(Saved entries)
Start of Block

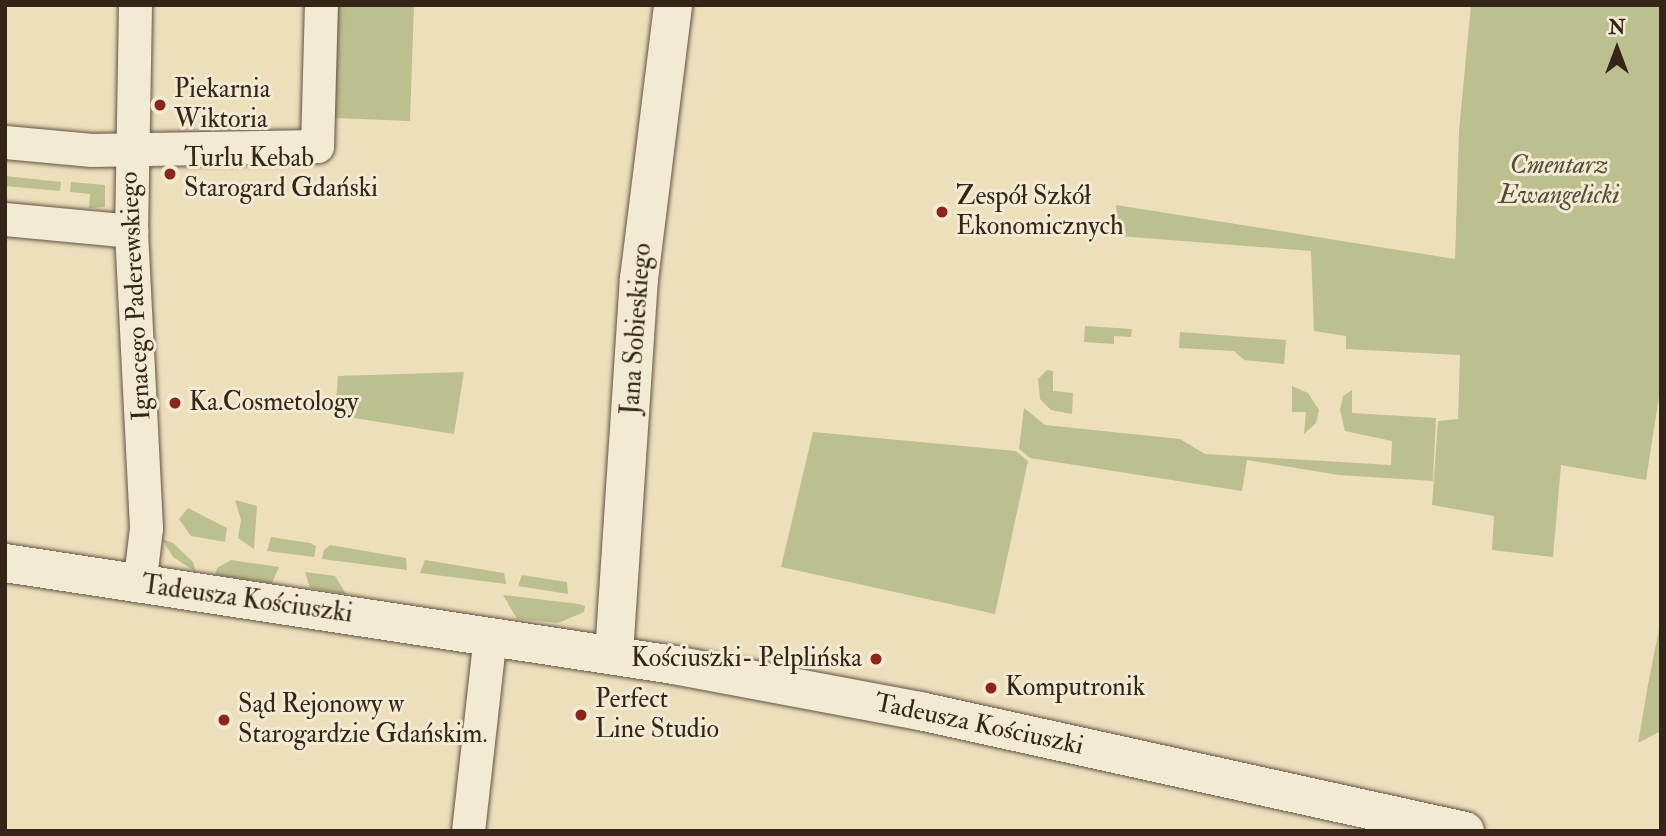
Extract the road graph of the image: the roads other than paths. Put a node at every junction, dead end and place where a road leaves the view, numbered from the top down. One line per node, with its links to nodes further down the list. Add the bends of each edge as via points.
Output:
1 (135, 5): 5 (street, Ignacego Paderewskiego)
2 (321, 5): 5 (street, via 317,146)
3 (673, 5): 11 (street, Jana Sobieskiego, via 639,279)
4 (5, 142): 5 (street)
5 (130, 150): 7 (street, Ignacego Paderewskiego)
6 (5, 219): 7 (street)
7 (131, 231): 9 (street, Ignacego Paderewskiego, via 146,528)
8 (5, 563): 9 (street, Tadeusza Kościuszki)
9 (139, 586): 10 (street, Tadeusza Kościuszki)
10 (490, 634): 11 (street, Tadeusza Kościuszki); 13 (street)
11 (614, 654): 12 (street, Tadeusza Kościuszki, via 919,712)
12 (1391, 823): 14 (street, Tadeusza Kościuszki)
13 (468, 831)
14 (1465, 831)

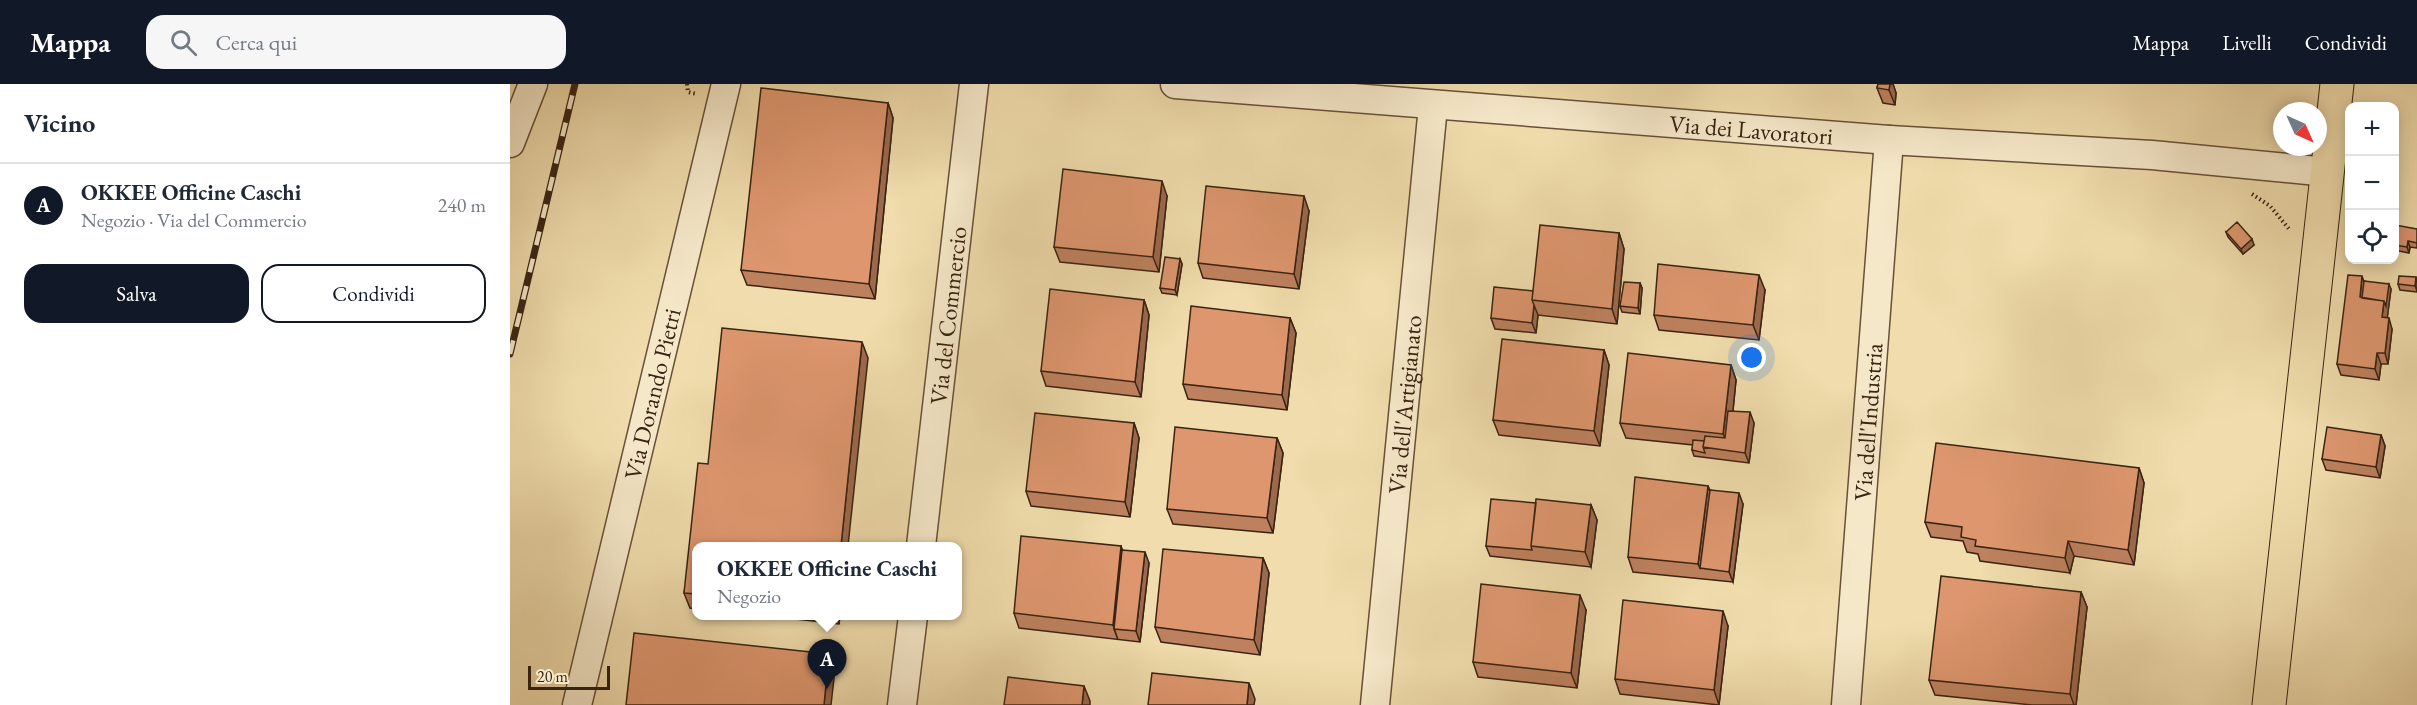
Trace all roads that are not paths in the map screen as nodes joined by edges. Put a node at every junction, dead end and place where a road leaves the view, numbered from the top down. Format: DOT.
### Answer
graph roads {
  1 [pos="533,84"];
  2 [pos="974,84"];
  3 [pos="1175,84"];
  4 [pos="2337,84"];
  5 [pos="722,90"];
  6 [pos="1433,106"];
  7 [pos="1889,140"];
  8 [pos="510,143"];
  9 [pos="2328,172"];
  10 [pos="921,542"];
  11 [pos="912,620"];
  12 [pos="578,705"];
  13 [pos="902,705"];
  14 [pos="1375,705"];
  15 [pos="1846,705"];
  16 [pos="2269,705"];
  1 -- 8 [label="street"];
  2 -- 10 [label="street, Via del Commercio"];
  3 -- 6 [label="street, Via dei Lavoratori"];
  4 -- 9 [label="main road"];
  5 -- 12 [label="street, Via Dorando Pietri"];
  6 -- 7 [label="street, Via dei Lavoratori"];
  6 -- 14 [label="street, Via dell'Artigianato"];
  7 -- 9 [label="street, Via dei Lavoratori"];
  7 -- 15 [label="street, Via dell'Industria"];
  9 -- 16 [label="main road"];
  11 -- 13 [label="street"];
}
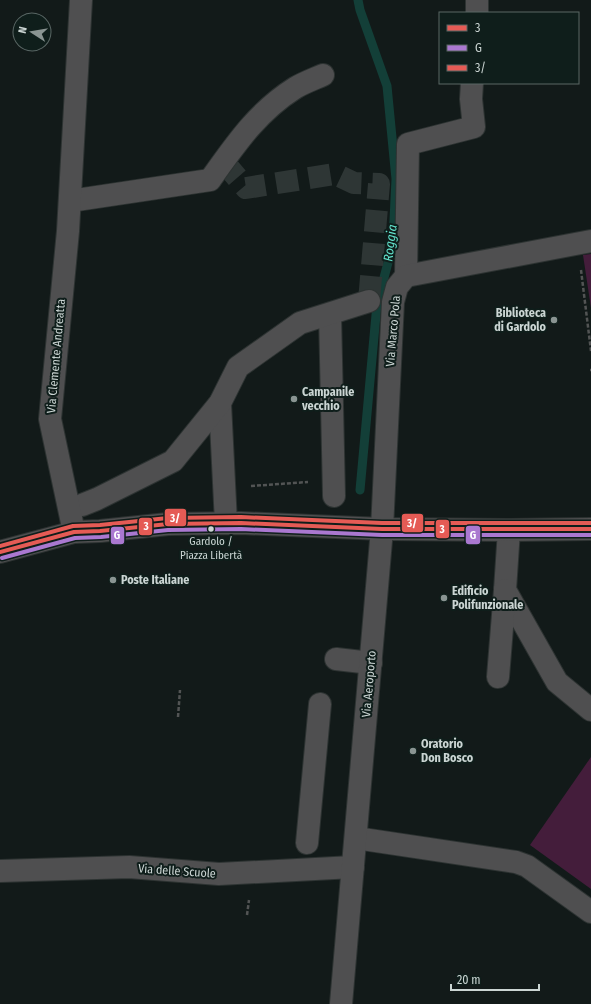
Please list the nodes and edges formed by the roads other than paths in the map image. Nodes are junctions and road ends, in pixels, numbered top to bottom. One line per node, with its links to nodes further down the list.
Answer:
1 (82, 0): 6 (street, Via Clemente Andreatta)
2 (477, 0): 3 (street)
3 (477, 12)
4 (323, 75): 6 (street)
5 (472, 84): 8 (street)
6 (70, 201): 18 (street, Via Clemente Andreatta)
7 (584, 242): 8 (street)
8 (406, 276): 15 (street, Via Marco Pola)
9 (369, 302): 10 (street)
10 (330, 314): 11 (street); 12 (street)
11 (220, 403): 13 (street); 14 (street)
12 (334, 496)
13 (82, 505)
14 (226, 523): 15 (street); 18 (street)
15 (382, 529): 17 (street); 22 (street, Via Aeroporto)
16 (591, 529): 17 (street)
17 (509, 530): 20 (street)
18 (74, 532): 19 (street)
19 (0, 552)
20 (505, 590): 23 (street); 25 (street)
21 (336, 659): 22 (street)
22 (371, 663): 26 (street, Via Aeroporto)
23 (498, 678)
24 (320, 704): 27 (street)
25 (591, 710)
26 (356, 838): 28 (street, Via Aeroporto); 30 (street)
27 (307, 843)
28 (353, 867): 29 (street, Via delle Scuole); 31 (street, Via Aeroporto)
29 (0, 871)
30 (591, 912)
31 (341, 1004)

End of Block

_What the exercise asks_. Each line above with the word "where" needs to be copied.

_Result below_.
Extract the road graph of the image: the roads other than paths. Put a node at every junction, dead end and place where a road leaves the view, numbered from the top down. One line per node, with its links to nodes further down the list. Add the bends of each edge as via points.
Trace all roads that are not paths in the map screen as nodes joined by edges. Put a node at every junction, dead end and place where a road leaves the view, numbered from the top down. Format: DOT.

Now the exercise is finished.